DBRS also noted that servicers will pay themselves back for advances when they “modify” the loans to a current status as they forgive the principal that will result in more security holder losses.

Other Lawsuits

Aside from the possible lawsuits that might arise from parties to this settlement, there are other MBS-related lawsuits in the news.

This morning Reuters reported that in a suit filed Friday with the New York State Supreme Court located in Manhattan, US Bank sued JPMorgan for $95 million.

The lawsuit is for securities marketed in 2005 by Bear Stearns, which JPMorgan bought in 2008, over alleged misrepresentations by the latter on mortgage loans. US bank is serving as a trustee for these loans.

US Bank, according to Reuters, is demanding that JPMorgan purchase back the mortgage loans given the alleged breaches of representations and warranties on the deal called Bear Stearns Asset Backed Securities Trust 2005-4.

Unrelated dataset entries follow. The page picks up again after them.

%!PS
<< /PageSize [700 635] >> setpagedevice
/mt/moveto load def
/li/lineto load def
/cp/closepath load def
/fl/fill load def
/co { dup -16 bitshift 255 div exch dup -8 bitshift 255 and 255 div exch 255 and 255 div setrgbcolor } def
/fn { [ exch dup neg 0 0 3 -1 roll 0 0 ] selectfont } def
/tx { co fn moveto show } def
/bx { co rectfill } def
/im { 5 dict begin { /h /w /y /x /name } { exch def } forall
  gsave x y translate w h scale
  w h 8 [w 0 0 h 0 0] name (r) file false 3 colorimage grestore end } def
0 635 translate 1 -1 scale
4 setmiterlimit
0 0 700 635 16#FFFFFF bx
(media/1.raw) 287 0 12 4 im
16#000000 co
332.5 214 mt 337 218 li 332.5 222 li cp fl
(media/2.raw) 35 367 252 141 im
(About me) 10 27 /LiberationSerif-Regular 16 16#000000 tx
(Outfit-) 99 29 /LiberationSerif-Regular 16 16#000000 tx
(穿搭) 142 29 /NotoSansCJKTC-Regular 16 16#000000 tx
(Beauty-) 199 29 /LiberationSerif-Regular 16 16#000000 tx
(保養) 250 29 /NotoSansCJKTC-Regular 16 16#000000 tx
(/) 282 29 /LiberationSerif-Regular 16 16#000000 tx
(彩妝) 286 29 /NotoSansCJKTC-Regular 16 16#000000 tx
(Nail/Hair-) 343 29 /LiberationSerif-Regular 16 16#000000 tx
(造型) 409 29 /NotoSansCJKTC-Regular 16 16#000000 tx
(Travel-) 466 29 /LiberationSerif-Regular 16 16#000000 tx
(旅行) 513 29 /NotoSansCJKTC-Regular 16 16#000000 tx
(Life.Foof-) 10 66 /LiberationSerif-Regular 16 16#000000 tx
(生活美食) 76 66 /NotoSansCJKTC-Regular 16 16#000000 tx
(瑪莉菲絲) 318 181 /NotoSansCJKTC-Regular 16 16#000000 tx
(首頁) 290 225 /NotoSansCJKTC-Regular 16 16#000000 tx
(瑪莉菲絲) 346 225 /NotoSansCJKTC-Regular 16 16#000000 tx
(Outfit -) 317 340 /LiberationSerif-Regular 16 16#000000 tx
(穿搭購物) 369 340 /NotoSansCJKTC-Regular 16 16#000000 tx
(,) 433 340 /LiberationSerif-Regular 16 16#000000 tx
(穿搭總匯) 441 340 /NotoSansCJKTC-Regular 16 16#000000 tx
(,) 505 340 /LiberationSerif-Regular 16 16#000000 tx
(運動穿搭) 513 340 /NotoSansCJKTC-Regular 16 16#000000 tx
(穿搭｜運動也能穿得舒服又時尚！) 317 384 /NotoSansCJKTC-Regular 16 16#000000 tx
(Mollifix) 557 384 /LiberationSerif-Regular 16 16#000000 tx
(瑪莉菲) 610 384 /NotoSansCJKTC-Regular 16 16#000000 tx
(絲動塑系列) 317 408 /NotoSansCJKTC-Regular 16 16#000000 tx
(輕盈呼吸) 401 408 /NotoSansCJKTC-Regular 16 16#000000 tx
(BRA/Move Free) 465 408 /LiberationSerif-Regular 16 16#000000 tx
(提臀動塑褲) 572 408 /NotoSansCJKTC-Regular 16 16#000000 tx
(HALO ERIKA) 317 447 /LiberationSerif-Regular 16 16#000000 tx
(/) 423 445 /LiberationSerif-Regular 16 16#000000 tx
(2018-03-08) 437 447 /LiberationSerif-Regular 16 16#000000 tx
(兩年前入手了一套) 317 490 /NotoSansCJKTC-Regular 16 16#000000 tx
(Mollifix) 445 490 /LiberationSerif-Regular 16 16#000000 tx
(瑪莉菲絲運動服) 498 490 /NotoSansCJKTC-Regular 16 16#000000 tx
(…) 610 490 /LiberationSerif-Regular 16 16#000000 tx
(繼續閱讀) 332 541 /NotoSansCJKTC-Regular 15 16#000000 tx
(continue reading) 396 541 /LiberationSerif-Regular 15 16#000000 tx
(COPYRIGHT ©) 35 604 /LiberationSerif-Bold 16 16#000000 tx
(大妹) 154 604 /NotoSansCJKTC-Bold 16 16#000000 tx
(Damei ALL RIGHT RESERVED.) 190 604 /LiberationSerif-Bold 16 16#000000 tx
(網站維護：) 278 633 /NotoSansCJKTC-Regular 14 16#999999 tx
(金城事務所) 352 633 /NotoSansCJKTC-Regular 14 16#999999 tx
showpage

The trustee also claimed that JPMorgan has not provided the underlying loan, as required by documents, so it can investigate the extent of the alleged breaches, the report stated.

Reuters also reported that German bank HSH Nordbank sued several banks such as Ally and JPMorgan for losses on $130.2 million in MBS investments.

HSH stated that these financial institutions have misrepresented underwriting standards and the underlying mortgages' quality.

Meanwhile, last Friday, ASR reported that  Massasuchetts Mutual Life Insurance Co. has filed a lawsuit against Merrill Lynch, Deutsche Bank Securities, Goldman Sachs, JPMorgan Securities, and RBS Securities.